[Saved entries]
⟨
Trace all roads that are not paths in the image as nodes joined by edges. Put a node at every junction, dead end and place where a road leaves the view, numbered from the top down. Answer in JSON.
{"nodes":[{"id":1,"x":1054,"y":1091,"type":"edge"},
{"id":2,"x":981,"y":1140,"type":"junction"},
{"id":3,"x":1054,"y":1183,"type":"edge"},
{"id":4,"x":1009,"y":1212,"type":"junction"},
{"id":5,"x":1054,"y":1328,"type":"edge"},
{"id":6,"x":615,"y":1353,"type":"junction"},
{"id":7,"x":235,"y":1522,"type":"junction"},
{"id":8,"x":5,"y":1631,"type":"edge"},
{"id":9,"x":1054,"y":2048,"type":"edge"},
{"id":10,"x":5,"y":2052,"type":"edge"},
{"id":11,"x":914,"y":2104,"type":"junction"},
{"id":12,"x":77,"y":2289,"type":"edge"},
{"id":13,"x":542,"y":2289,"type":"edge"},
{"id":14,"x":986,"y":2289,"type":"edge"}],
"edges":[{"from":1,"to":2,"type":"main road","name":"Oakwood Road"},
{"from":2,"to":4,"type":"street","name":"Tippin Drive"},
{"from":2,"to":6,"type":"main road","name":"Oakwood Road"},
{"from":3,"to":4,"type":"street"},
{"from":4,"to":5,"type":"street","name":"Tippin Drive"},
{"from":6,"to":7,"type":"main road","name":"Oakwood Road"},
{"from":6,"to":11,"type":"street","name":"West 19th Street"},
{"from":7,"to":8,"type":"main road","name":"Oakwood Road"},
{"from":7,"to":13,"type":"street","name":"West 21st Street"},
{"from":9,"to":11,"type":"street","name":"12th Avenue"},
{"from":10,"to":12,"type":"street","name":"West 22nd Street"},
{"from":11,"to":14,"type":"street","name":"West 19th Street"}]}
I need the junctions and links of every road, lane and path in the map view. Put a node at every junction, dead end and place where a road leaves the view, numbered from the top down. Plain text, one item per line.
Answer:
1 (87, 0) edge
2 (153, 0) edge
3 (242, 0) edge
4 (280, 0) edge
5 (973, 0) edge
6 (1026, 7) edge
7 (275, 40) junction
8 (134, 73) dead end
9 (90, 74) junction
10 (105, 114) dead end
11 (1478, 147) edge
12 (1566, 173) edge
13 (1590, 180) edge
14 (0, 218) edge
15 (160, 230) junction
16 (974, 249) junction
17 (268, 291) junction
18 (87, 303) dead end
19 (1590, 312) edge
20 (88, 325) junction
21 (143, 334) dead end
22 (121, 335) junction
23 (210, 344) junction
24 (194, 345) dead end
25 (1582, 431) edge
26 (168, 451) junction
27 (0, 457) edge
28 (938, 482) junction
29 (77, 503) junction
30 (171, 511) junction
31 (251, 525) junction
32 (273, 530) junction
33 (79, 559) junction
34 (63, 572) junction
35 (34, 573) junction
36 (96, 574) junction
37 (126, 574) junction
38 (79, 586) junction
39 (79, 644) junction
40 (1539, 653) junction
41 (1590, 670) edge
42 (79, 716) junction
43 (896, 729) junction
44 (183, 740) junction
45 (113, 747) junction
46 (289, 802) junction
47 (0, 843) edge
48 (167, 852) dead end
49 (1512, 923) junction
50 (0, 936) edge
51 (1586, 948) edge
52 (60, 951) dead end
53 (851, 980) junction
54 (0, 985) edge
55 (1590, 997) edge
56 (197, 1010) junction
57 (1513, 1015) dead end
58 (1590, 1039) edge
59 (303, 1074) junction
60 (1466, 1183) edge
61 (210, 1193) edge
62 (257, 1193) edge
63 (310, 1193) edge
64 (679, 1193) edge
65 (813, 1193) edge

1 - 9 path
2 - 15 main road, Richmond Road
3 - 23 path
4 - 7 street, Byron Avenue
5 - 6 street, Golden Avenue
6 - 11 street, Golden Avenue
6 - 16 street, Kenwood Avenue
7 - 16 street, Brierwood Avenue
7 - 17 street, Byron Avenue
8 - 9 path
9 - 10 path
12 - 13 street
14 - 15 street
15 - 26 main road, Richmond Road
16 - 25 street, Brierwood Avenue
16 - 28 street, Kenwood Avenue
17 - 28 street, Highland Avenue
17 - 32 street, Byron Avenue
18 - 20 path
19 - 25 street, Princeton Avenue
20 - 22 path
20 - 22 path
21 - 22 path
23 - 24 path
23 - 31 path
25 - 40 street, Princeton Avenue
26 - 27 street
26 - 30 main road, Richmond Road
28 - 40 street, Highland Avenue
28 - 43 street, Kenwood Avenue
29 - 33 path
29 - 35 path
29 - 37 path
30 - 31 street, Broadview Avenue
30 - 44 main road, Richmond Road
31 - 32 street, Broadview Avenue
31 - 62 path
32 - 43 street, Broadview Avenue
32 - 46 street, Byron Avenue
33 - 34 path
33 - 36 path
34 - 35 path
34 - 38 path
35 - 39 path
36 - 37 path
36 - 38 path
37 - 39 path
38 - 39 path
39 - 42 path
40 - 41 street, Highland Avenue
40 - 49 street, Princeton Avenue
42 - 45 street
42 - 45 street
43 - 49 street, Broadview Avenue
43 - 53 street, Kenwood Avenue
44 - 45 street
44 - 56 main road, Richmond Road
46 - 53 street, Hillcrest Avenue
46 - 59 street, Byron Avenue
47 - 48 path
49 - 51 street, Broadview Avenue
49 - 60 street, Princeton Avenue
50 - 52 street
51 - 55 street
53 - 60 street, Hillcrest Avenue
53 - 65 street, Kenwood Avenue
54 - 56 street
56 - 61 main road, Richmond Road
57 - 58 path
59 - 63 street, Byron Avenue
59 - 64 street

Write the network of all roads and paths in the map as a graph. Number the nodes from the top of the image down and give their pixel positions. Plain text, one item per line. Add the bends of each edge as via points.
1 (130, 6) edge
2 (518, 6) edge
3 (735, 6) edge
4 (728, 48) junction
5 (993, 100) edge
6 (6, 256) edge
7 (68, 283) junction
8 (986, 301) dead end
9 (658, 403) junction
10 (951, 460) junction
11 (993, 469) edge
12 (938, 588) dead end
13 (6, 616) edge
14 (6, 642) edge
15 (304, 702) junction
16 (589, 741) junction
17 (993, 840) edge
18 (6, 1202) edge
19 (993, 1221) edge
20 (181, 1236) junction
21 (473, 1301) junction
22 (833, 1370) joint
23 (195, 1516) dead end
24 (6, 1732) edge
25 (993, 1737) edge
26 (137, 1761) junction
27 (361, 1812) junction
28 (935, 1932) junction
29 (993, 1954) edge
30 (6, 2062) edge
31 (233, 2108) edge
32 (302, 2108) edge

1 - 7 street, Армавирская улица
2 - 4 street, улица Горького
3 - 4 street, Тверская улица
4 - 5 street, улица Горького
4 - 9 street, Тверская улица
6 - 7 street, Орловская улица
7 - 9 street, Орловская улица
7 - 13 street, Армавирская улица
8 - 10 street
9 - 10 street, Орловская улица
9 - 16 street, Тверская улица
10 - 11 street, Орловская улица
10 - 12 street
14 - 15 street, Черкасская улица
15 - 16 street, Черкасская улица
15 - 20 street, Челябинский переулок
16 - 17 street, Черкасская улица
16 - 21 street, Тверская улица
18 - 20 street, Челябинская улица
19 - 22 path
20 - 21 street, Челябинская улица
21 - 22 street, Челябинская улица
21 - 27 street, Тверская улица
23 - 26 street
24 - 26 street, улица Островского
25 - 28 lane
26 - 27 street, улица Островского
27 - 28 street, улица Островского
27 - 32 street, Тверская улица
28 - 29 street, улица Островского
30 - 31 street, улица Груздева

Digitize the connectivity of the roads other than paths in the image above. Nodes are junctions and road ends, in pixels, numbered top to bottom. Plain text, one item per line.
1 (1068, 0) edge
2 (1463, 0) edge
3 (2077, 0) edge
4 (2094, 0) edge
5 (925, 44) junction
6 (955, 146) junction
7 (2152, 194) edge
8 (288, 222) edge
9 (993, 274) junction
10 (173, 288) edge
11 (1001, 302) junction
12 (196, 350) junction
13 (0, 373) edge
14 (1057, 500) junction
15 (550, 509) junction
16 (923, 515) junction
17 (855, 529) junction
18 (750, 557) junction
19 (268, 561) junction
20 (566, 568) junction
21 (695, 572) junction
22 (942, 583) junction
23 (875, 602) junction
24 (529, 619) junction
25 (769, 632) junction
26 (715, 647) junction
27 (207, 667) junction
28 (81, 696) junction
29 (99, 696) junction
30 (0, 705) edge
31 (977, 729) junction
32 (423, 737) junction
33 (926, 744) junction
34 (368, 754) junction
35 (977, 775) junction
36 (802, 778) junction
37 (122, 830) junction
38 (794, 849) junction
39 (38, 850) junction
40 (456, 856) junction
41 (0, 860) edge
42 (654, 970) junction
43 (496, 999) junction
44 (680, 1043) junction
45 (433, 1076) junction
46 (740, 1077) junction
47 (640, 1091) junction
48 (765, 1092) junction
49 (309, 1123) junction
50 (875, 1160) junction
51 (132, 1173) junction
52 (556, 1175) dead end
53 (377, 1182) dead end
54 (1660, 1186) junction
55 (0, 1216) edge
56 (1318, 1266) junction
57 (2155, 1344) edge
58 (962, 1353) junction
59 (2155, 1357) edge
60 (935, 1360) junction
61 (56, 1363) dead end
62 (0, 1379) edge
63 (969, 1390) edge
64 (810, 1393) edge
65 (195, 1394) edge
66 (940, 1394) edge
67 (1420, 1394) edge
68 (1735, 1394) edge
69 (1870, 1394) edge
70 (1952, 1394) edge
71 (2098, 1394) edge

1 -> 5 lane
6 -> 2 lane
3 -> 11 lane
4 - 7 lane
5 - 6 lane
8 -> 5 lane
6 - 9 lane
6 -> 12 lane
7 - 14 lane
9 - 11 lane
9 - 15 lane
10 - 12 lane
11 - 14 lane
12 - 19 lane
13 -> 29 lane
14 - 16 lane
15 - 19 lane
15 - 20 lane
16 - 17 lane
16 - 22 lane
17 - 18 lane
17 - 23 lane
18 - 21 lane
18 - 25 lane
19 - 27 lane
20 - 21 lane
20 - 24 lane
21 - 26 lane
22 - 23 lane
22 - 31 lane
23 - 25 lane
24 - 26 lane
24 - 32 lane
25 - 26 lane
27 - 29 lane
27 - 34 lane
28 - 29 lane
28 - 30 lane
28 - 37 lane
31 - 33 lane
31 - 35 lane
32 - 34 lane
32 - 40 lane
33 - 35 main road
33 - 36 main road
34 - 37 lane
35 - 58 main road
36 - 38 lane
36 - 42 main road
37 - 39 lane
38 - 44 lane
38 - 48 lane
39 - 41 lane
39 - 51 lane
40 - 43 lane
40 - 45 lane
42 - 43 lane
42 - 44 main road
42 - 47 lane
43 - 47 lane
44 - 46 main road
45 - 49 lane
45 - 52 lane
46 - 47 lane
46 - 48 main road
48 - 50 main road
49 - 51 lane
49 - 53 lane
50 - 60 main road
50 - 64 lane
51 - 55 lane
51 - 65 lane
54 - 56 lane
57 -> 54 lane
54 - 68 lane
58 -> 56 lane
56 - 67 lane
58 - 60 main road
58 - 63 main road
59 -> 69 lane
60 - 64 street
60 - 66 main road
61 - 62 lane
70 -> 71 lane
⟩
- **WHAT THE TASK ASKS**
Show each line of the data that contains the string "edges".

- **REPLY**
Trace all roads that are not paths in the image as nodes joined by edges. Put a node at every junction, dead end and place where a road leaves the view, numbered from the top down. Answer in JSON.
"edges":[{"from":1,"to":2,"type":"main road","name":"Oakwood Road"},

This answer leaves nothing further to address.